What you should do >>
Where in the records does the word "other" appear? Copy each line that holds it.

Input for this task >>

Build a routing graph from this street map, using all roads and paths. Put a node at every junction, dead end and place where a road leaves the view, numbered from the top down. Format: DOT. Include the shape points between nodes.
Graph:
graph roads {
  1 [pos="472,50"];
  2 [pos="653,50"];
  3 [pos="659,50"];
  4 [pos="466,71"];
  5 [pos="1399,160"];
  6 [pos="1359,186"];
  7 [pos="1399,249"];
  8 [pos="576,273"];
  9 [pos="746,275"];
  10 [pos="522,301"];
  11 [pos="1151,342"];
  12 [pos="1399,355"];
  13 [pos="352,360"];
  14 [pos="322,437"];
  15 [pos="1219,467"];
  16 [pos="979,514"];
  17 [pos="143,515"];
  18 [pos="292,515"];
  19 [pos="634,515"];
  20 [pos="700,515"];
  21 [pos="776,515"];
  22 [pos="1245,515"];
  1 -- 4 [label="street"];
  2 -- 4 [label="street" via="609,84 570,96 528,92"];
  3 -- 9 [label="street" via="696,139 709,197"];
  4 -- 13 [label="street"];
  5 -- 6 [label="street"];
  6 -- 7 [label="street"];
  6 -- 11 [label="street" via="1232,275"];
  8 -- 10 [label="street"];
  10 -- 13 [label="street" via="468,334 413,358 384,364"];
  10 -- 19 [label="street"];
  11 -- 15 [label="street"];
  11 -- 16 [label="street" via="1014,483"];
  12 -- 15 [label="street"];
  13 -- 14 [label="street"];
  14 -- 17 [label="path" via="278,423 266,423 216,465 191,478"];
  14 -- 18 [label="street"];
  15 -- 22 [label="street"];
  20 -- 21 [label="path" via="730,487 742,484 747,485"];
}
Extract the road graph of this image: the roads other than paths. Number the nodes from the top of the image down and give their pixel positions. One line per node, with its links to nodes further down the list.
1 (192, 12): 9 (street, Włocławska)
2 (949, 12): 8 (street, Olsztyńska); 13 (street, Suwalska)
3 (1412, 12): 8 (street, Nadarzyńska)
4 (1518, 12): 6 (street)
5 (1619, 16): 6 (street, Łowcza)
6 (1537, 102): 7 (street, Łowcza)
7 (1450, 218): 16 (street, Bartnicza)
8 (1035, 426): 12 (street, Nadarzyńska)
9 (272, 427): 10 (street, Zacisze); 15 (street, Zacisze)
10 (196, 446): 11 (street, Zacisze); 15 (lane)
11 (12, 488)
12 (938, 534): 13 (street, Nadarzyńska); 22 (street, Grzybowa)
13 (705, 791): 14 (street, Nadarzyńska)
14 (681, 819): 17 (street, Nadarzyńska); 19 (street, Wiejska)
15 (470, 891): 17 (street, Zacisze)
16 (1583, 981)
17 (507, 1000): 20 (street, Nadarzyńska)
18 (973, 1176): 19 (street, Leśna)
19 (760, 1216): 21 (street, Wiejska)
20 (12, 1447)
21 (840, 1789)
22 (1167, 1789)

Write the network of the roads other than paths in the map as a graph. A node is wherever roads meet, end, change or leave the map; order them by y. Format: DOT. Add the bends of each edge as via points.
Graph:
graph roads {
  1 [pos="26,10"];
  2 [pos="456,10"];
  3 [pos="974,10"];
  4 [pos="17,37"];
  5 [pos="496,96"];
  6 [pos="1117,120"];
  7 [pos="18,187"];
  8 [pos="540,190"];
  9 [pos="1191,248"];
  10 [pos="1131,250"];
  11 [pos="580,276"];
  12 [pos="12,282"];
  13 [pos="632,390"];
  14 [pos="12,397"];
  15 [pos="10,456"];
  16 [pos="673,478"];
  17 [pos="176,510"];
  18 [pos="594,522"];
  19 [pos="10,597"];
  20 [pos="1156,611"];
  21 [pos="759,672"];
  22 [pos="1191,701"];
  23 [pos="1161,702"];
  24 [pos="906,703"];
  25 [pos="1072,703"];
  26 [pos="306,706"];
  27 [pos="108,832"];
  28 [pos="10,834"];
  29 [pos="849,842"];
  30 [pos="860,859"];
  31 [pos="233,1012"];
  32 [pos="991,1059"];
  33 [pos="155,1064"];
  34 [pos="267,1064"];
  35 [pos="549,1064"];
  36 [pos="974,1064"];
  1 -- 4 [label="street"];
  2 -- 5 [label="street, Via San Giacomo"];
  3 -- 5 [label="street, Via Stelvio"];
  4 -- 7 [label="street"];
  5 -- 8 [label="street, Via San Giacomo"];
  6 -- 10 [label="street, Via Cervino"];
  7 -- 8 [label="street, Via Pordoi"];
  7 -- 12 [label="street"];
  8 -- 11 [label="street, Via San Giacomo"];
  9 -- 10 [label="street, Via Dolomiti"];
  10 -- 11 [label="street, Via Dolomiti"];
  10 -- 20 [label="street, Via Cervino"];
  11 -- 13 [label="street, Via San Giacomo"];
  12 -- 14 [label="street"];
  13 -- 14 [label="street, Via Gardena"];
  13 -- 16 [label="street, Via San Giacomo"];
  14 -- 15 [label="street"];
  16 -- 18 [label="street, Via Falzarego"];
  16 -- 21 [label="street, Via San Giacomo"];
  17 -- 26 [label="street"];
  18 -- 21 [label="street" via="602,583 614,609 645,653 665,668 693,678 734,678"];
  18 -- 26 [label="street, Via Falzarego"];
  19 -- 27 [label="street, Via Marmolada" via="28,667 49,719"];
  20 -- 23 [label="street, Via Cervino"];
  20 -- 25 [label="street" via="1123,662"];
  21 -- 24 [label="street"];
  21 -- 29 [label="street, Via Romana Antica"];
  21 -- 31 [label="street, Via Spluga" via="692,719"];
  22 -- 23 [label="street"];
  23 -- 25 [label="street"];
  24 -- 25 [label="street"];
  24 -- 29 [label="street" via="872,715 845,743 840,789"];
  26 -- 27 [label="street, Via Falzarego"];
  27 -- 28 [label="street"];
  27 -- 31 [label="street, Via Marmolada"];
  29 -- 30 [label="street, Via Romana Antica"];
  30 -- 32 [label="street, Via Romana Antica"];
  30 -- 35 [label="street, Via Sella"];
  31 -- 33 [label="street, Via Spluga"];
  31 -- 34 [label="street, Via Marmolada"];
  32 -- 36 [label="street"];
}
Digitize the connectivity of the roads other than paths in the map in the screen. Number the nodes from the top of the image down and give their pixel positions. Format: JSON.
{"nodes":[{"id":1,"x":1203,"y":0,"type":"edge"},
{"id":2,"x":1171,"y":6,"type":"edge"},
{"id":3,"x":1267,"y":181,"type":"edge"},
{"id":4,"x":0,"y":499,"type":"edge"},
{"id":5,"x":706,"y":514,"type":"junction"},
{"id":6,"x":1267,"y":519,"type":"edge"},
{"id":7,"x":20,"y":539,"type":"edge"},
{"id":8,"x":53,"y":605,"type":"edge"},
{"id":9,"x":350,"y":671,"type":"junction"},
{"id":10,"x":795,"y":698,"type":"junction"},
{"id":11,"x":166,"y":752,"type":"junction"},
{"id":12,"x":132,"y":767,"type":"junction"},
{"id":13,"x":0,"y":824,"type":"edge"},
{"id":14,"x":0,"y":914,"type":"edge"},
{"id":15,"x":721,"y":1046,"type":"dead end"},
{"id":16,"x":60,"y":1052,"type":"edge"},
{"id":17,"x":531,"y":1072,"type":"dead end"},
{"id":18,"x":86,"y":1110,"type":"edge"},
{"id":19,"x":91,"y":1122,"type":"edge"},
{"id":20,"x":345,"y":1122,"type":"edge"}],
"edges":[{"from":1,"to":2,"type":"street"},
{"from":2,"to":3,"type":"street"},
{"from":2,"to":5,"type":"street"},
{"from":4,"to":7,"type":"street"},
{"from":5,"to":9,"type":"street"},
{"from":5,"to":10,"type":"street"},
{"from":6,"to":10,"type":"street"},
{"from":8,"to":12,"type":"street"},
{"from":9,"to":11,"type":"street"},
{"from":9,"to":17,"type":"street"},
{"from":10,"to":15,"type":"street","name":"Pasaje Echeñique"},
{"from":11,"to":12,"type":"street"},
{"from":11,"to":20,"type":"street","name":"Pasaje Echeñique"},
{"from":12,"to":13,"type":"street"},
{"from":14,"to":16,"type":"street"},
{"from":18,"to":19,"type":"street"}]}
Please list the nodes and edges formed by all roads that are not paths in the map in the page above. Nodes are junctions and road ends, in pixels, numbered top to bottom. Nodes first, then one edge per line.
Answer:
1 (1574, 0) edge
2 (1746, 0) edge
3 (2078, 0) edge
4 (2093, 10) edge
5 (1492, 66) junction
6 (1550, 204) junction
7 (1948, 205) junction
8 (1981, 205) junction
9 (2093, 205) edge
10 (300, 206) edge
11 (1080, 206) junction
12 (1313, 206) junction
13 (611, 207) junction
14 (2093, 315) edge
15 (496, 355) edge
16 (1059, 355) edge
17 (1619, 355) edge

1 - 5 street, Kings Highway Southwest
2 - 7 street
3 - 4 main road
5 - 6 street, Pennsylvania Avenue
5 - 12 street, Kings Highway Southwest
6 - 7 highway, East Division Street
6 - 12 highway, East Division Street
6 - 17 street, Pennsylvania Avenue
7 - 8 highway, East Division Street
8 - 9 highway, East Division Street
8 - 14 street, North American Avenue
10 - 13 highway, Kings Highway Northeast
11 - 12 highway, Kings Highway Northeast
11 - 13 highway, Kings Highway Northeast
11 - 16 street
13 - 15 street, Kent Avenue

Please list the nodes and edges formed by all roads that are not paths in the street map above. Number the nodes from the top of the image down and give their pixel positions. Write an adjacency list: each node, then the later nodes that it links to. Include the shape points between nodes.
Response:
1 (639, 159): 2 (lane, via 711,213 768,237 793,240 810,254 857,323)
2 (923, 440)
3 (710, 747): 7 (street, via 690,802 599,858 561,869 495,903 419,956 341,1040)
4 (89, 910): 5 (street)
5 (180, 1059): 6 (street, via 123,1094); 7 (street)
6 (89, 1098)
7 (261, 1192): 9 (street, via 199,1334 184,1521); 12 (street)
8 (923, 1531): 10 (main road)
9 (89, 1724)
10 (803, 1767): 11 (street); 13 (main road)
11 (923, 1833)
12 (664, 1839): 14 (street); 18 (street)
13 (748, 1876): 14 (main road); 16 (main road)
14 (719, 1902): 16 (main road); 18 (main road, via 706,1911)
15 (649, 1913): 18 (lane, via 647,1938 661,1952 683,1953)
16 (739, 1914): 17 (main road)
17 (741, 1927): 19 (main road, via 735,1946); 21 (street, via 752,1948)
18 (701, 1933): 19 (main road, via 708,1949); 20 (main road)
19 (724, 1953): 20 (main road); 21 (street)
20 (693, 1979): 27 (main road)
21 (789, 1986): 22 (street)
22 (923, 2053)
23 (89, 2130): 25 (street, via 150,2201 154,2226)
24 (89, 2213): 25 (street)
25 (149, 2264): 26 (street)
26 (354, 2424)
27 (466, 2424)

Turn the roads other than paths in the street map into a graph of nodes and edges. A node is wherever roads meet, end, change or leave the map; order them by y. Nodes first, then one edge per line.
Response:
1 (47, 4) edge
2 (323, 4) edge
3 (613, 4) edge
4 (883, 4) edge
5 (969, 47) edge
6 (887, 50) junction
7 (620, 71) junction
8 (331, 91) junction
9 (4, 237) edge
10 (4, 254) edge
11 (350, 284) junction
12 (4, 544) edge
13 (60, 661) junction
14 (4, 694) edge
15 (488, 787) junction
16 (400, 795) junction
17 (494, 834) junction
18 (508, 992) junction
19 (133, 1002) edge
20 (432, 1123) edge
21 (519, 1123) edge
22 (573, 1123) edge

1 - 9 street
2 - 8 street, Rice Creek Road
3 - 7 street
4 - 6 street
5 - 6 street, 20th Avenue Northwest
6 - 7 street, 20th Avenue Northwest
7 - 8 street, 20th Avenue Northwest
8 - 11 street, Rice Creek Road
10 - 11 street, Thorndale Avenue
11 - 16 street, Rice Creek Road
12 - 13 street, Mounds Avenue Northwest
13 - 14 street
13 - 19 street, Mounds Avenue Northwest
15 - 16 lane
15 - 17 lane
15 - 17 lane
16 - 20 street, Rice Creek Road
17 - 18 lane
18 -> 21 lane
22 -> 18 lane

Answer area >>
Extract the road graph of this image: the roads other than paths. Number the nodes from the top of the image down and give their pixel positions. One line per node, with its links to nodes further down the list.
Write the network of the roads other than paths in the map as a graph. A node is wherever roads meet, end, change or leave the map; order them by y. Format: DOT. Add the bends of each edge as via points.
Digitize the connectivity of the roads other than paths in the map in the screen. Number the nodes from the top of the image down and give their pixel positions. Format: JSON.
Turn the roads other than paths in the street map into a graph of nodes and edges. A node is wherever roads meet, end, change or leave the map; order them by y. Nodes first, then one edge per line.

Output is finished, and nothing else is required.